Harper, situated on Cape Palmas, is the capital of Maryland County in Liberia. It is a coastal town situated between the Atlantic Ocean and the Hoffman River. Harper is Liberia's 11th largest town, with a population of 17,837.

== Name ==
The town is named after Robert Goodloe Harper, a prominent U.S. politician and member of the American Colonization Society. It was he who proposed the name Liberia for the American Colonization Society's settlement in Africa, and the town of Harper was named in honor of him. Harper was the capital of the short-lived Republic of Maryland (1834–1857).

== Geography ==
A warm ocean temperature is present year round. Fish are found in abundance, as well as whales, dolphins, and large oysters. Fanti canoes sail from Harper to Monrovia via Greenville. This trip can take from 3 to 6 days depending on the wind and weather. A UNMIL ship, the MV Catarina, sails fortnightly between Harper and Monrovia.

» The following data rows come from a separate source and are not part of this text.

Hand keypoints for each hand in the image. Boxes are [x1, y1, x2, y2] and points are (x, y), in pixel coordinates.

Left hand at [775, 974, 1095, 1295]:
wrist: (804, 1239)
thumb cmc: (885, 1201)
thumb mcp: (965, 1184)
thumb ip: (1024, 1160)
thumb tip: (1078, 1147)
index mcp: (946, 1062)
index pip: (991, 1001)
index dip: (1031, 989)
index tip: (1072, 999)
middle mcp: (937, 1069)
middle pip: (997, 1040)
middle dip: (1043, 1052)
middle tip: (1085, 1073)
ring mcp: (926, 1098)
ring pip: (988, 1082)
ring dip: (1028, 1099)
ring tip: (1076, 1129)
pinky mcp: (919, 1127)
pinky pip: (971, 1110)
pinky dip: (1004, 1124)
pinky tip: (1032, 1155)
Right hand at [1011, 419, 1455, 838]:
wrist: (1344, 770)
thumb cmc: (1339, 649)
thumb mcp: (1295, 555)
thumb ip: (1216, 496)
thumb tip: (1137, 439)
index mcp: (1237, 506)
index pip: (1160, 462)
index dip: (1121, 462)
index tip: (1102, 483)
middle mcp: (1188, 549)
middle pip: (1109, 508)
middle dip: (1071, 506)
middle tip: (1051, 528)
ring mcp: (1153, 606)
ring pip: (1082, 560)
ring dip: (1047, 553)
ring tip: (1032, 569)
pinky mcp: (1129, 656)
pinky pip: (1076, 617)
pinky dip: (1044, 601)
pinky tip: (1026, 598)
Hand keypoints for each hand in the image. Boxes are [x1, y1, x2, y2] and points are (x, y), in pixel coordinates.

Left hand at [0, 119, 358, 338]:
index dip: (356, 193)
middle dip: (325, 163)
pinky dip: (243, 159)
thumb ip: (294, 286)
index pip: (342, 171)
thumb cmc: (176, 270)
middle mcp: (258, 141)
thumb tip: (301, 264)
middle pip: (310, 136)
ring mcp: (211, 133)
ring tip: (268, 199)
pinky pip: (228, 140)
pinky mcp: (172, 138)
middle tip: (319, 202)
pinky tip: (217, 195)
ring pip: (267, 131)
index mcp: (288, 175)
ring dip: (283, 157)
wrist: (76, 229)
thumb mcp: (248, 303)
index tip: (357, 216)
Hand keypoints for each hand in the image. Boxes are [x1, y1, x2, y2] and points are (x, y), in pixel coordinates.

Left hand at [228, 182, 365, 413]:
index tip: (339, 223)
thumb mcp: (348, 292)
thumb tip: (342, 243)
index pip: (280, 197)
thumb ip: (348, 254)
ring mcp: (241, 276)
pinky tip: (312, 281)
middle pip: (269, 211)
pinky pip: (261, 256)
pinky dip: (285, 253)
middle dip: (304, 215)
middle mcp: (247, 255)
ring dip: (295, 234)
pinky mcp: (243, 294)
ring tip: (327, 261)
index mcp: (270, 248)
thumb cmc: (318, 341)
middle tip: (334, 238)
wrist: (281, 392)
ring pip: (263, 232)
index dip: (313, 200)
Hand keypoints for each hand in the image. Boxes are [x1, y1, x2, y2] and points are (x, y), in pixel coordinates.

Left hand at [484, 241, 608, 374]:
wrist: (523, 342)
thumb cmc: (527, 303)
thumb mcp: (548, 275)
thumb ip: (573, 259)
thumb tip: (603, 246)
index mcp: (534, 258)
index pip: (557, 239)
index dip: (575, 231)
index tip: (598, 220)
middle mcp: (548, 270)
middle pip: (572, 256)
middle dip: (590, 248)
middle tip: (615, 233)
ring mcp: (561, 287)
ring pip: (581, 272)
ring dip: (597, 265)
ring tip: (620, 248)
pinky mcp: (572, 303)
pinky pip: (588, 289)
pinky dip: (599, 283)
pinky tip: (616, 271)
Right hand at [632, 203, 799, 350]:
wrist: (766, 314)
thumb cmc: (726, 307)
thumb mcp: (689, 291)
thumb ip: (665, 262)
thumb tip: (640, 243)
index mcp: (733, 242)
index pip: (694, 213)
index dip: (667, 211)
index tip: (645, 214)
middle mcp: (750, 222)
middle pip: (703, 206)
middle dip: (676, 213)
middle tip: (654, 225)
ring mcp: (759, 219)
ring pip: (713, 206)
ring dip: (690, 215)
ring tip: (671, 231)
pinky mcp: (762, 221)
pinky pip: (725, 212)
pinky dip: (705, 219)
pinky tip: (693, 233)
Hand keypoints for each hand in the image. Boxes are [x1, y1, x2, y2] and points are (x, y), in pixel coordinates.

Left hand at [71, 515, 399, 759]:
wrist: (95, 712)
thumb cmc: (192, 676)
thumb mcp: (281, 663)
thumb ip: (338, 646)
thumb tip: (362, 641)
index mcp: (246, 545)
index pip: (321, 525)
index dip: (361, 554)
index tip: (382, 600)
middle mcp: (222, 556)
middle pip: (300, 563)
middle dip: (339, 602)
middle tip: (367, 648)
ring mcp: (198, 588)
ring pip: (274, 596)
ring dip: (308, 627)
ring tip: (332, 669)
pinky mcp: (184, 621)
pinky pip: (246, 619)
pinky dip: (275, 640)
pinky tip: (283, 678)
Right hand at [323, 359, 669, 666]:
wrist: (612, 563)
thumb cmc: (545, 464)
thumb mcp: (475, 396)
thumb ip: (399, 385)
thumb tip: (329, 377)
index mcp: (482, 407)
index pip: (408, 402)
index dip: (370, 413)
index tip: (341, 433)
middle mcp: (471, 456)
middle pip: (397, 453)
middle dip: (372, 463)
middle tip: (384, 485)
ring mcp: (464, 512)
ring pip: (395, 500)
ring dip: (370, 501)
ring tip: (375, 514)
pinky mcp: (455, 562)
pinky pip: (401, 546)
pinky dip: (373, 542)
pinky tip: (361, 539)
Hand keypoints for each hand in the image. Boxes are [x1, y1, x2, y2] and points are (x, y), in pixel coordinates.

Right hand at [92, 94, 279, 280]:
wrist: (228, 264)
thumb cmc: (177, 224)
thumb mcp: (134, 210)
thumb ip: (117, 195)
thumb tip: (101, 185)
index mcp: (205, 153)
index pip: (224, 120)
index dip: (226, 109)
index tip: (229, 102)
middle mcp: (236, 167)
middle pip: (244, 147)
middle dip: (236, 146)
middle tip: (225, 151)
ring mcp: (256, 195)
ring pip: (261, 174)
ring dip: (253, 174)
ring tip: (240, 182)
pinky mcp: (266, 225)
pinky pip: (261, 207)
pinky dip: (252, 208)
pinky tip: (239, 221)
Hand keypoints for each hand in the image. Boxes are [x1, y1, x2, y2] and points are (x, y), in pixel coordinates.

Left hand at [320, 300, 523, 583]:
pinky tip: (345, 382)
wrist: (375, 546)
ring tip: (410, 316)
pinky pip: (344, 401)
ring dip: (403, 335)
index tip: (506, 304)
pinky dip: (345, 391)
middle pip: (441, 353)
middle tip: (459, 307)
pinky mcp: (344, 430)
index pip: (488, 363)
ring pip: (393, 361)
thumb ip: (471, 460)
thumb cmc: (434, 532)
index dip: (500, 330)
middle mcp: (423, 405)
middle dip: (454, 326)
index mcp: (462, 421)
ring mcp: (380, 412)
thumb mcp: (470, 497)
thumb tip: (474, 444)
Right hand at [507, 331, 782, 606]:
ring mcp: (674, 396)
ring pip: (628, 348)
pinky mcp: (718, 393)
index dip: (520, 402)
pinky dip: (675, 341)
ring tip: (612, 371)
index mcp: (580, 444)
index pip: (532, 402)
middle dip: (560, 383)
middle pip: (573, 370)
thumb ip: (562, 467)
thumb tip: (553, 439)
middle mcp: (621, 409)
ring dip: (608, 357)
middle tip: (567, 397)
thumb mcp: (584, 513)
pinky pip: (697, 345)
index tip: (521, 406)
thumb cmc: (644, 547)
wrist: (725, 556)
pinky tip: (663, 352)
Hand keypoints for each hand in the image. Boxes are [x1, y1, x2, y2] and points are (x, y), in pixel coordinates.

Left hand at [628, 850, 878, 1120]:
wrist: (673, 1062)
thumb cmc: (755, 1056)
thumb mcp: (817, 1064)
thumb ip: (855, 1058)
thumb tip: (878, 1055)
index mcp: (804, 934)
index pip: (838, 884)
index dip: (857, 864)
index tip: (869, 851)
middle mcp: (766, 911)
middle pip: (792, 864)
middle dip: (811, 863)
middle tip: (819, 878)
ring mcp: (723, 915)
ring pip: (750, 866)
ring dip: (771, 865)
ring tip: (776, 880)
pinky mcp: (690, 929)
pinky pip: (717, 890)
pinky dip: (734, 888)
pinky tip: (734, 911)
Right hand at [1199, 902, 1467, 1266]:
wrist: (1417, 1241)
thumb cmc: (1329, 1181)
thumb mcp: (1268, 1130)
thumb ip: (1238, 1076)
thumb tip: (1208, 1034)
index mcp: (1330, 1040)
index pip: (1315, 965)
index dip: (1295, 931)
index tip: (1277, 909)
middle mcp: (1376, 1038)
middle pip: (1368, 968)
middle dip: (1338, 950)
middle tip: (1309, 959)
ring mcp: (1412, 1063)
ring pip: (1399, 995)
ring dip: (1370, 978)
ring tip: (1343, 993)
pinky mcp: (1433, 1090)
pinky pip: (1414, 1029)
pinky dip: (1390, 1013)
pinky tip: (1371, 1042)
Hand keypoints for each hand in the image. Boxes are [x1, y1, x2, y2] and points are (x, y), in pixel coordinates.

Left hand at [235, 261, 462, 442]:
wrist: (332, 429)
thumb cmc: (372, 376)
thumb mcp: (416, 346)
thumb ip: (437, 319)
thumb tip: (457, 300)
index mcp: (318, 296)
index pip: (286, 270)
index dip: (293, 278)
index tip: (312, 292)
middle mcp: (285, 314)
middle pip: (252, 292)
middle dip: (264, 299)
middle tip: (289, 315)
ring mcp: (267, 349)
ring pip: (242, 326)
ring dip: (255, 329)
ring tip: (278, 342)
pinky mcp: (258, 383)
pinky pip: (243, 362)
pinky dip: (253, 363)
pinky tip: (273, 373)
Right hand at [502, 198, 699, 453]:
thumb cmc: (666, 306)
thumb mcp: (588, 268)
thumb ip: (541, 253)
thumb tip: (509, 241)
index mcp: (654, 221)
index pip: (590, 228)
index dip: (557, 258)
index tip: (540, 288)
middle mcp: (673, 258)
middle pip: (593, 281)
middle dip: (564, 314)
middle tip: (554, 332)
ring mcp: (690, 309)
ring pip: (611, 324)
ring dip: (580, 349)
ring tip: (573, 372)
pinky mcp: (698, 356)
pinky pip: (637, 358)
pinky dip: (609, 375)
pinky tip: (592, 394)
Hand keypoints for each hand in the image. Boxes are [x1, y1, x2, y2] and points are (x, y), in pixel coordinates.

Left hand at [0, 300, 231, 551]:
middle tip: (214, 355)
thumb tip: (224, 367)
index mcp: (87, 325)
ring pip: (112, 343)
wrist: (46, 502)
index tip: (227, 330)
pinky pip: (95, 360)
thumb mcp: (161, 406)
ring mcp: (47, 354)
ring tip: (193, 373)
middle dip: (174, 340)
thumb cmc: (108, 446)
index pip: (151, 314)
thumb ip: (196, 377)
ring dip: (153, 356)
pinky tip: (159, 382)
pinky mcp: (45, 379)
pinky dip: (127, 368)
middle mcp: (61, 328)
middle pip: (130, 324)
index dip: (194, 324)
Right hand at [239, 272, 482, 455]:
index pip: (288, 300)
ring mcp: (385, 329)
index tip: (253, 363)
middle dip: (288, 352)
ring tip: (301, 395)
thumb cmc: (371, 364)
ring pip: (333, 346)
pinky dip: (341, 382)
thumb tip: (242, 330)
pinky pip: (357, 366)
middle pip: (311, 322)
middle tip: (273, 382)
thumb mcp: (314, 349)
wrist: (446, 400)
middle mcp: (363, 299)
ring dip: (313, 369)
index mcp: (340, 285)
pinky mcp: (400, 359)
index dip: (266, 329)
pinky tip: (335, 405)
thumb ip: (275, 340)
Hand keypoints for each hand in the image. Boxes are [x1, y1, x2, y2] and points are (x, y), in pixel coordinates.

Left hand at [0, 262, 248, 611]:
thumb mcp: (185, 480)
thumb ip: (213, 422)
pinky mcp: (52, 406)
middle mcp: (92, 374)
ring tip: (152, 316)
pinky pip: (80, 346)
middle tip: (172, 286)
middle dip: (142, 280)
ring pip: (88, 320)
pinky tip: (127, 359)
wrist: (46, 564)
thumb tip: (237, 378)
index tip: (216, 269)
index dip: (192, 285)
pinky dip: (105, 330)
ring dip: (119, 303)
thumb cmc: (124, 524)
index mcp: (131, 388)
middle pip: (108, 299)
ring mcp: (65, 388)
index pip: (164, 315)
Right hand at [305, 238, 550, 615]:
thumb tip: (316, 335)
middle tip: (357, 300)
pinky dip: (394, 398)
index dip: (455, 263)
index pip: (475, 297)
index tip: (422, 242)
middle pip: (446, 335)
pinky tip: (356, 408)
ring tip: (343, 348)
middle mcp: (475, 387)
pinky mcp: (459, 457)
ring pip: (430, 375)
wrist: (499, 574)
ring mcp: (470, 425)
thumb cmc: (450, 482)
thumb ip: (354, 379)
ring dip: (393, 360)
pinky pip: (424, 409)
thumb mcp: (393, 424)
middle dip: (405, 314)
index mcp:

From the Ivory Coast, Harper is accessible from Tabou.

Local landmarks are the old, ruined mansion of William Tubman, President of Liberia, and the shell of the Morning Star Masonic Lodge, also built by Tubman.

== History ==
=== Americo-Liberian period ===
Harper was the capital of the Republic of Maryland, an independent country (1834–1857), the last component of modern Liberia.

Cape Palmas, the region of which Harper is the center, is one of the traditional hometowns of the Americo-Liberians, descendants of free people of color and freed slaves from the United States who settled in Liberia and declared it an independent country in 1847. John Brown Russwurm, an African-American abolitionist and governor of Monrovia, was buried in Harper after his death. There is a statue to commemorate his gravesite.

Harper as it existed prior to the Civil Wars was based on the plantation architecture of the southern United States, where many of the Americo-Liberians came from. "Today [2016], no place captures the ambiguous world of the Americo-Liberians better than Harper, whose oldest neighborhoods are reminiscent of New Orleans. Once occupied by the ruling elite, houses in the style of plantation mansions now stand silent and ghostly."

One of the town's most famous citizens is President William Tubman (1895-1971), who was born in Harper. In 2021, his mansion lies in ruins and is occupied by squatters.

=== Civil War and after ===
Before the First Liberian Civil War, Harper was an important administrative centre.

During the 1970s, Harper was terrorized by Maryland ritual killings. The crimes have been regarded as "Liberia's most notorious ritual killing case" due to the number of murders, the involvement of high ranking government officials, and their subsequent public executions.

Tubman University, one of only two public universities in Liberia, is located in Harper.

Harper is also home to the Roman Catholic Diocese of Cape Palmas, one of three dioceses of the Catholic Church in Liberia.